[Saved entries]
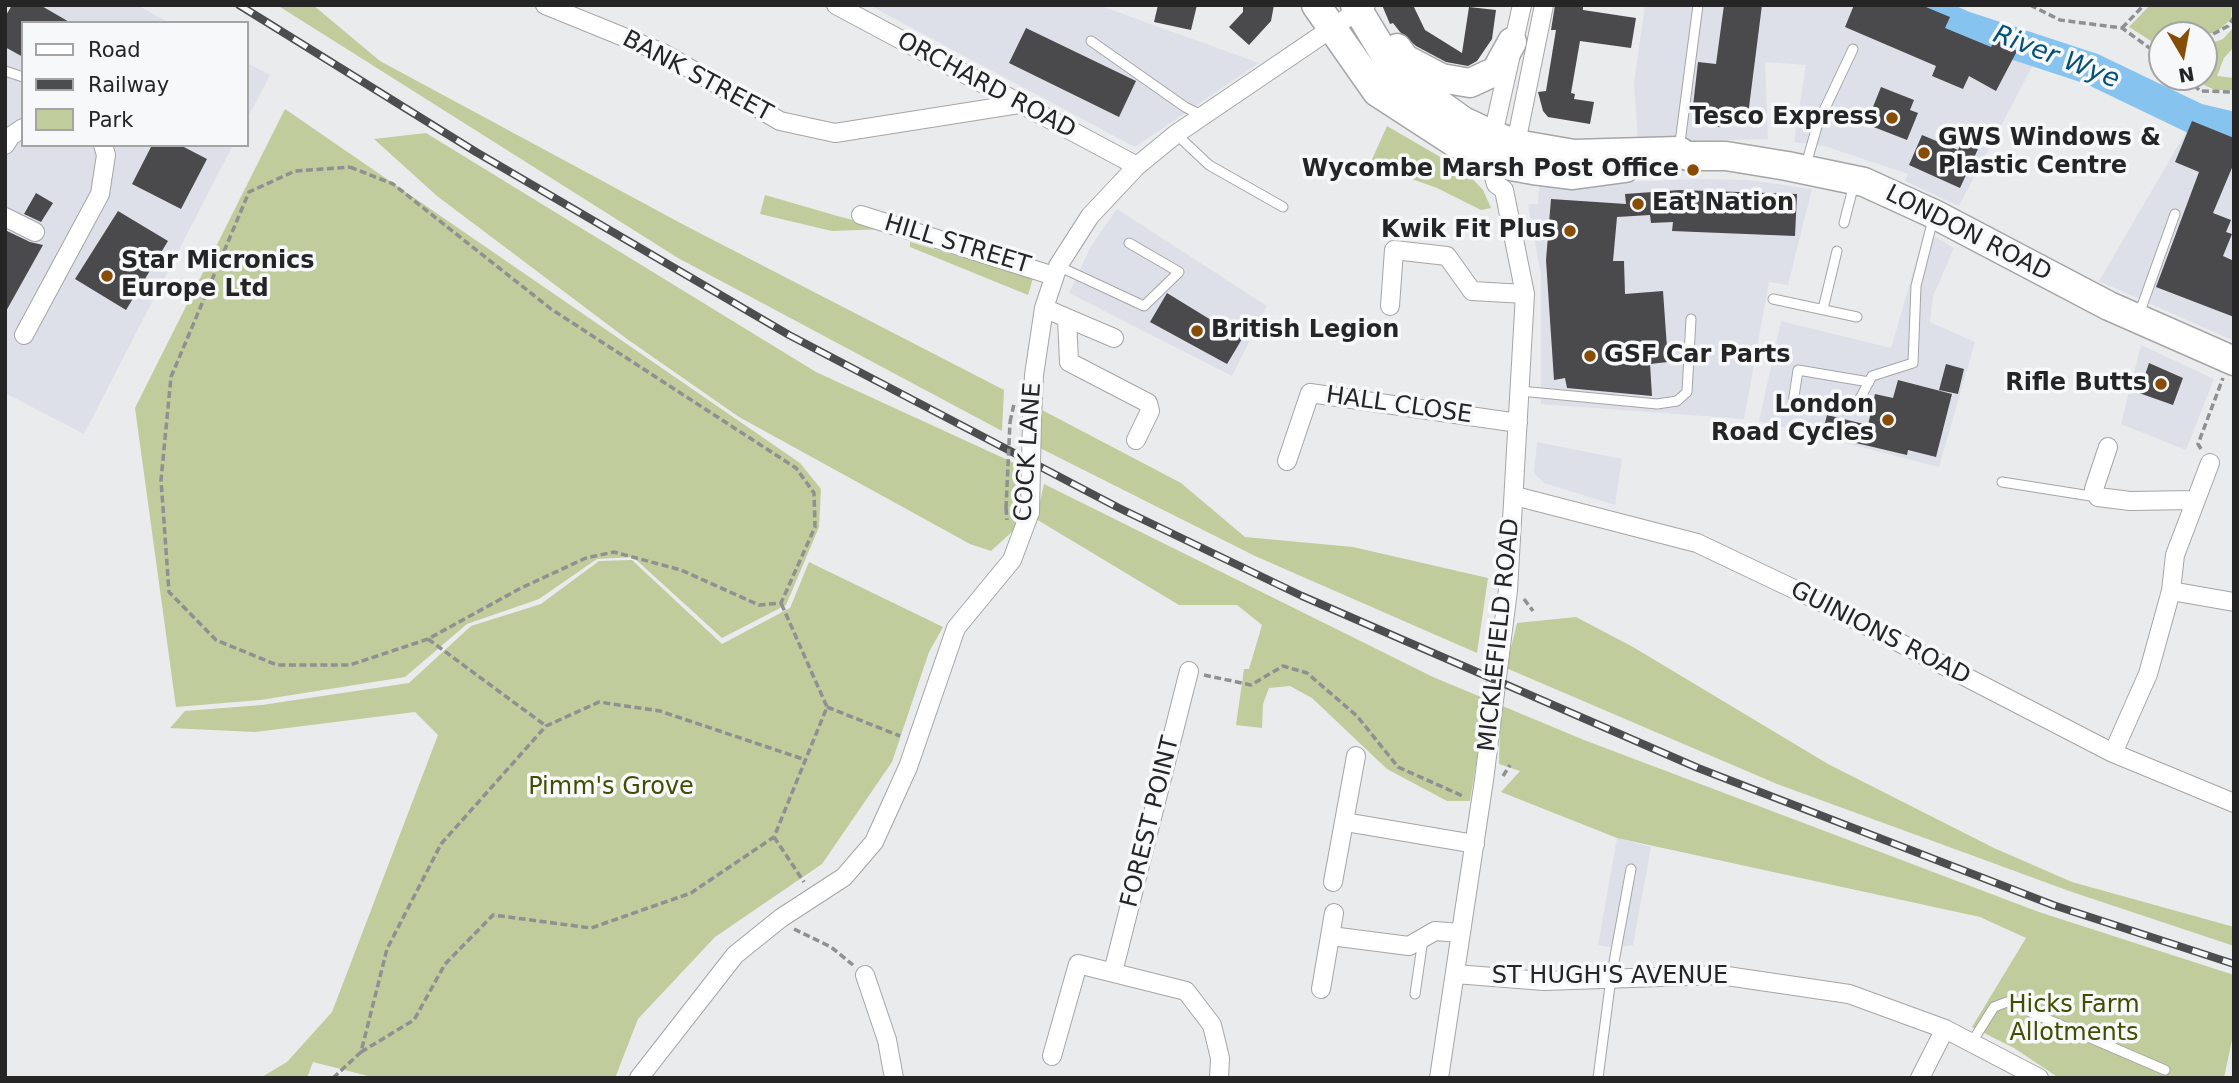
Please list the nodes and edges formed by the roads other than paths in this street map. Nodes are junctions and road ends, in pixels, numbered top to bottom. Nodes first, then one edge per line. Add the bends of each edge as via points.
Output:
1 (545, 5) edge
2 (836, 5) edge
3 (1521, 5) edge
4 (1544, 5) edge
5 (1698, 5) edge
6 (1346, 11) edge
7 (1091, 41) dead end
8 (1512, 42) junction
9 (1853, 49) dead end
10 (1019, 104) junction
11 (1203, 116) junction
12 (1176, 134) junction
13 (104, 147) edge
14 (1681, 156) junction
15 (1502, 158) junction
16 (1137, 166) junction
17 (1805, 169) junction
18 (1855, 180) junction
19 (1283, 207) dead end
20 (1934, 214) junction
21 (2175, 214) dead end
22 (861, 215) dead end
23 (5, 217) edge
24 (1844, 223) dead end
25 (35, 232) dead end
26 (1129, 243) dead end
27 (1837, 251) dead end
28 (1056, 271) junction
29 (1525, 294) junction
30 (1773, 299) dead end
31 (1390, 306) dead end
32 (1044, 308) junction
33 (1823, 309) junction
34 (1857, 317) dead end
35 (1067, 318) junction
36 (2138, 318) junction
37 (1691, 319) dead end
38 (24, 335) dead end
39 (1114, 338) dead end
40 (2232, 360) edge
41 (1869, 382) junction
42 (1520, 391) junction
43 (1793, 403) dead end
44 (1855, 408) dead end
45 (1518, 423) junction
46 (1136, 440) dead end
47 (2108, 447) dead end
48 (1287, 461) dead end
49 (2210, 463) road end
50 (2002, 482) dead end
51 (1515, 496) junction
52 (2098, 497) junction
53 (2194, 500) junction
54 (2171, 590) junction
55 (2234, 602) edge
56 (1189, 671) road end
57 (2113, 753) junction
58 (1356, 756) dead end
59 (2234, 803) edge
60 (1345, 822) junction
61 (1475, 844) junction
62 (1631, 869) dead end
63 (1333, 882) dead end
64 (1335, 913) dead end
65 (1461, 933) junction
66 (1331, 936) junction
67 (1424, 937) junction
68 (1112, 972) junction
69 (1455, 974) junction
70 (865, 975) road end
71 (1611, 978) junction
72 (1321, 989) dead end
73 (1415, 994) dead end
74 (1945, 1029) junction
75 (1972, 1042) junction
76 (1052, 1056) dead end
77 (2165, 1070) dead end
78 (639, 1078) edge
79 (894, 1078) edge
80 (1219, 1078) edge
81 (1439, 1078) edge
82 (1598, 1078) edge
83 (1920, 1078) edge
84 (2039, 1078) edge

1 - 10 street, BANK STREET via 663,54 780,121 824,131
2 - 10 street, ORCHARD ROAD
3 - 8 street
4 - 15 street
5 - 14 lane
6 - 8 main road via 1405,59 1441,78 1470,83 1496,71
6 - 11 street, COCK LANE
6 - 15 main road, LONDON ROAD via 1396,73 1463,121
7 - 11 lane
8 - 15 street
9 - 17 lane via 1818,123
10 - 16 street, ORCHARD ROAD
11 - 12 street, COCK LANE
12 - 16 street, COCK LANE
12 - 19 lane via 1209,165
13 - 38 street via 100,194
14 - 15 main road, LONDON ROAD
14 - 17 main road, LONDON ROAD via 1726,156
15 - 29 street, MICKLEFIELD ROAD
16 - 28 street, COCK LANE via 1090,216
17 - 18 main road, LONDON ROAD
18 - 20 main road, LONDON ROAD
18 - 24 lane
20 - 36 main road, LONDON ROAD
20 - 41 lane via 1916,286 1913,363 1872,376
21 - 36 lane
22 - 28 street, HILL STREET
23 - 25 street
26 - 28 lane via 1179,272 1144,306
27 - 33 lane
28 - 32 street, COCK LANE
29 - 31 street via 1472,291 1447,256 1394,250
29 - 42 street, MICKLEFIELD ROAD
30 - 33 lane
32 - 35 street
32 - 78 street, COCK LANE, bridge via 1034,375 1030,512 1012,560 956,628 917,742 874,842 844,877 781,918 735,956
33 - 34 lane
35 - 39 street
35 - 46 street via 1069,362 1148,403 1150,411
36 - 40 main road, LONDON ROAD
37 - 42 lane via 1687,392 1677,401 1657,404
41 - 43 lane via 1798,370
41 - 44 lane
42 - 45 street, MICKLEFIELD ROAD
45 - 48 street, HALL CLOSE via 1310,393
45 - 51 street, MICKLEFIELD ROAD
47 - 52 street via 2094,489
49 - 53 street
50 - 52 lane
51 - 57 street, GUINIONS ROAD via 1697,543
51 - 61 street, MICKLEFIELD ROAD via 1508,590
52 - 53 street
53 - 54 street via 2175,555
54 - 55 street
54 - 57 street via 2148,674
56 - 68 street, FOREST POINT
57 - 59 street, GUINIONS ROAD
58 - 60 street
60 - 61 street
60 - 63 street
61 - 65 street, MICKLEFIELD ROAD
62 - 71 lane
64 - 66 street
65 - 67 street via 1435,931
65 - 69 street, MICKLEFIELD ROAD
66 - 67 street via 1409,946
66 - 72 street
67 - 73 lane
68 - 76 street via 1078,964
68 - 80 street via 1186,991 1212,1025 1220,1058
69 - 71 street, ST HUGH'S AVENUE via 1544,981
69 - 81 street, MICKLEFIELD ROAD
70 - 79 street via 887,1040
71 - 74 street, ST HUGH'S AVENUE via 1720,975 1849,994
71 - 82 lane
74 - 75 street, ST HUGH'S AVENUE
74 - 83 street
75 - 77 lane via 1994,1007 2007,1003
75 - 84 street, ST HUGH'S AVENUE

Task goal —
Which lines above contain the word "LONDON"? Copy each one.

Solution to this problem —
6 - 15 main road, LONDON ROAD via 1396,73 1463,121
14 - 15 main road, LONDON ROAD
14 - 17 main road, LONDON ROAD via 1726,156
17 - 18 main road, LONDON ROAD
18 - 20 main road, LONDON ROAD
20 - 36 main road, LONDON ROAD
36 - 40 main road, LONDON ROAD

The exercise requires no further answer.